There is a personal writing-style skill that can be populated from your own prose samples so that feedback is calibrated to your voice rather than to generic criteria, though it takes a few stories to become really useful. The vault has slash commands for each stage of the process. The human writes; Claude Code tracks, reviews, and flags.

Plant Health Tracker

The Plant Health Tracker is the most obviously unconventional one. You drop photos of your plants into a staging folder (a OneDrive or Dropbox subfolder works fine for syncing from your phone), and Claude Code analyses them with vision: identifying each plant, matching it against its history across previous scans, producing a health report with embedded photos, a health trend chart, and care advice.

The vault has a live Dashboard that Dataview renders from the report frontmatter. If an identification comes back with low confidence, a warning appears in the Dashboard and the photos are queued for a higher-quality rescan with Opus. It started as a weekend experiment and turned into something I actually use.
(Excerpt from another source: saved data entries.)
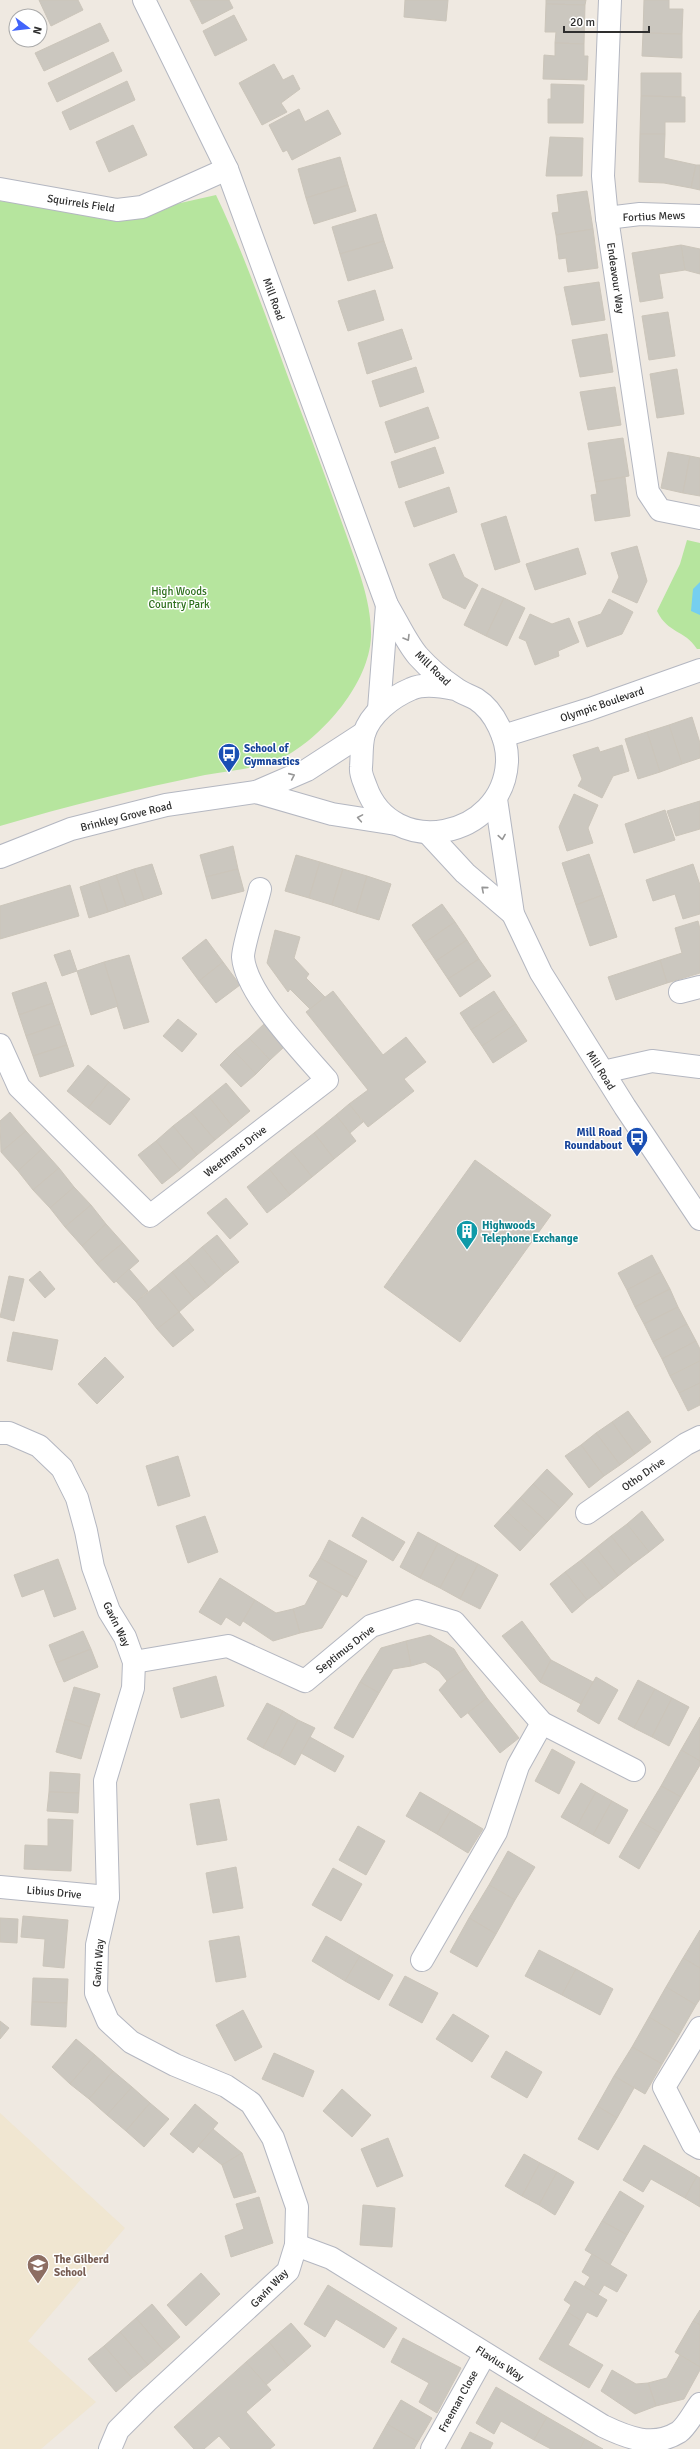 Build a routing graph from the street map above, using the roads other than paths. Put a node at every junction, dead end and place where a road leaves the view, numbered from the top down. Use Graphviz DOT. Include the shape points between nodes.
graph roads {
  1 [pos="144,0"];
  2 [pos="610,0"];
  3 [pos="227,169"];
  4 [pos="0,190"];
  5 [pos="700,216"];
  6 [pos="607,218"];
  7 [pos="700,518"];
  8 [pos="387,605"];
  9 [pos="700,670"];
  10 [pos="455,689"];
  11 [pos="379,709"];
  12 [pos="364,734"];
  13 [pos="503,736"];
  14 [pos="256,792"];
  15 [pos="496,799"];
  16 [pos="399,825"];
  17 [pos="428,833"];
  18 [pos="0,857"];
  19 [pos="260,888"];
  20 [pos="513,914"];
  21 [pos="0,1045"];
  22 [pos="700,1067"];
  23 [pos="603,1072"];
  24 [pos="700,1219"];
  25 [pos="0,1433"];
  26 [pos="700,1437"];
  27 [pos="587,1513"];
  28 [pos="134,1662"];
  29 [pos="542,1722"];
  30 [pos="634,1770"];
  31 [pos="0,1887"];
  32 [pos="108,1897"];
  33 [pos="422,1960"];
  34 [pos="700,2028"];
  35 [pos="700,2148"];
  36 [pos="296,2245"];
  37 [pos="485,2354"];
  38 [pos="700,2404"];
  39 [pos="110,2449"];
  40 [pos="432,2449"];
  1 -- 3 [label="street, Mill Road"];
  2 -- 6 [label="street, Endeavour Way" via="603,176"];
  3 -- 4 [label="street, Squirrels Field" via="142,207 117,210"];
  3 -- 8 [label="street, Mill Road"];
  5 -- 6 [label="street, Fortius Mews" via="640,214"];
  6 -- 7 [label="street, Endeavour Way" via="648,492 660,510"];
  8 -- 10 [label="street, Mill Road, one-way" via="418,656"];
  8 -- 11 [label="street, Mill Road"];
  9 -- 13 [label="street, Olympic Boulevard" via="590,709"];
  10 -- 11 [label="street, Mill Road" via="437,685 411,689"];
  10 -- 13 [label="street, Mill Road" via="478,700 495,719"];
  11 -- 12 [label="street, Mill Road"];
  14 -- 12 [label="street, Brinkley Grove Road, one-way" via="307,770"];
  12 -- 16 [label="street, Mill Road" via="360,771 369,795 378,809"];
  13 -- 15 [label="street, Mill Road" via="507,762"];
  16 -- 14 [label="street, Brinkley Grove Road, one-way" via="332,814"];
  14 -- 18 [label="street, Brinkley Grove Road" via="166,805 78,827"];
  15 -- 17 [label="street, Mill Road" via="478,818 459,828"];
  15 -- 20 [label="street, Mill Road, one-way"];
  16 -- 17 [label="street, Mill Road"];
  20 -- 17 [label="street, Mill Road, one-way" via="465,873"];
  19 -- 21 [label="street, Weetmans Drive" via="243,957 254,988 270,1012 327,1080 150,1216 18,1087"];
  20 -- 23 [label="street, Mill Road" via="541,973"];
  22 -- 23 [label="street" via="652,1061"];
  23 -- 24 [label="street, Mill Road"];
  25 -- 28 [label="street, Gavin Way" via="9,1433 39,1446 62,1468 77,1498 93,1567 109,1611 125,1637"];
  26 -- 27 [label="street, Otho Drive" via="686,1444"];
  28 -- 29 [label="street, Septimus Drive" via="228,1646 305,1681 371,1626 417,1611 454,1622"];
  28 -- 32 [label="street, Gavin Way" via="133,1688 105,1781"];
  29 -- 30 [label="street, Septimus Drive"];
  29 -- 33 [label="street" via="518,1766 496,1832"];
  31 -- 32 [label="street, Libius Drive"];
  32 -- 36 [label="street, Gavin Way" via="97,1946 96,1993 108,2021 131,2042 175,2065 226,2086 251,2103 273,2138 297,2207"];
  34 -- 35 [label="street" via="664,2087 693,2144"];
  36 -- 37 [label="street, Flavius Way" via="331,2258"];
  36 -- 39 [label="street, Gavin Way" via="288,2271 118,2430"];
  37 -- 38 [label="street, Flavius Way" via="603,2426 626,2437 647,2442 680,2431"];
  37 -- 40 [label="street, Freeman Close"];
}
More vaults, more specific ones

The three playbooks above are the ones I have abstracted enough to be useful to someone other than me. But I have more vaults running the same pattern that I have not published, because they are too specific to my own situation: one that tracks financial data, another that manages health-related things like medical tests and prescriptions. These would not translate cleanly to a public playbook without a lot of careful generalisation, and I am not sure that work is worth doing yet.

The plan is to keep adding to ai-playbooks when I build something that clears that bar: genuinely portable, general enough to be useful to others, and specific enough to be more than a template. If you are running a vault that you think could be abstracted into a playbook, I would be curious to hear what it does.

Why Obsidian is a good fit for this

The honest answer is that Obsidian gets out of the way. At its lowest layer it is just a markdown reader, which means anything Claude Code writes is immediately usable without additional tooling. But you can extend it incrementally: add Dataview if you want queryable frontmatter and live tables, add Charts if you want visualisations, add Templater if you want automated scaffolding, add Web Clipper if you want a browser-to-vault pipeline.

Each vault can have a completely different plugin configuration depending on what it needs: the resource library uses Bases (no plugins required, it is built into Obsidian now), the plant tracker uses Dataview and Charts, the stories vault uses Templater and a handful of writing-focused plugins. You are not forced into a single application model.

The read-only discipline and the CLAUDE.md files together create something that feels more like a configured system than a collection of notes. Claude Code knows the schema, the rules, and what it is allowed to touch; Obsidian is how you look at what it produced. The maintenance burden that kills most personal knowledge bases ends up sitting with Claude Code, which does not get tired of it.